__Excerpted data__.
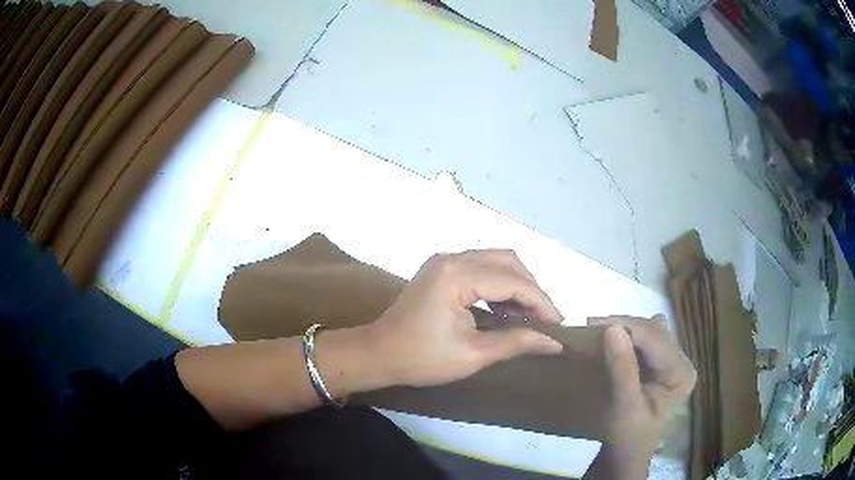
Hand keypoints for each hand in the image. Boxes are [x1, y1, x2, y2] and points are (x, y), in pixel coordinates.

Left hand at [368, 250, 564, 387]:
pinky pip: (480, 268)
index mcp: (457, 275)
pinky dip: (499, 284)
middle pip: (507, 261)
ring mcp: (444, 261)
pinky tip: (508, 308)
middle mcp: (452, 258)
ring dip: (517, 284)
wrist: (377, 354)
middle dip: (531, 288)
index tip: (559, 324)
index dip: (541, 302)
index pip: (513, 281)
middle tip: (546, 319)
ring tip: (531, 315)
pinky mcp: (440, 269)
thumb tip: (554, 343)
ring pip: (495, 261)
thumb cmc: (421, 358)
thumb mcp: (473, 354)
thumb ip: (516, 342)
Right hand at [584, 315, 696, 477]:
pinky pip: (643, 339)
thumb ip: (622, 368)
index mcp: (681, 372)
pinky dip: (624, 337)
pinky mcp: (660, 361)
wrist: (625, 452)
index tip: (590, 324)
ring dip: (623, 329)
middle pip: (653, 330)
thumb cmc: (626, 436)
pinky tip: (609, 340)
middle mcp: (681, 360)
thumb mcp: (624, 406)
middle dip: (623, 326)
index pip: (655, 339)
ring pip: (648, 330)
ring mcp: (672, 359)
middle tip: (589, 328)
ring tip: (597, 332)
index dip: (626, 327)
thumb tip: (612, 329)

__Work request__. In the records above, some lines hold the word "pinky". Say how many, and nothing more.

__Written reply__. 8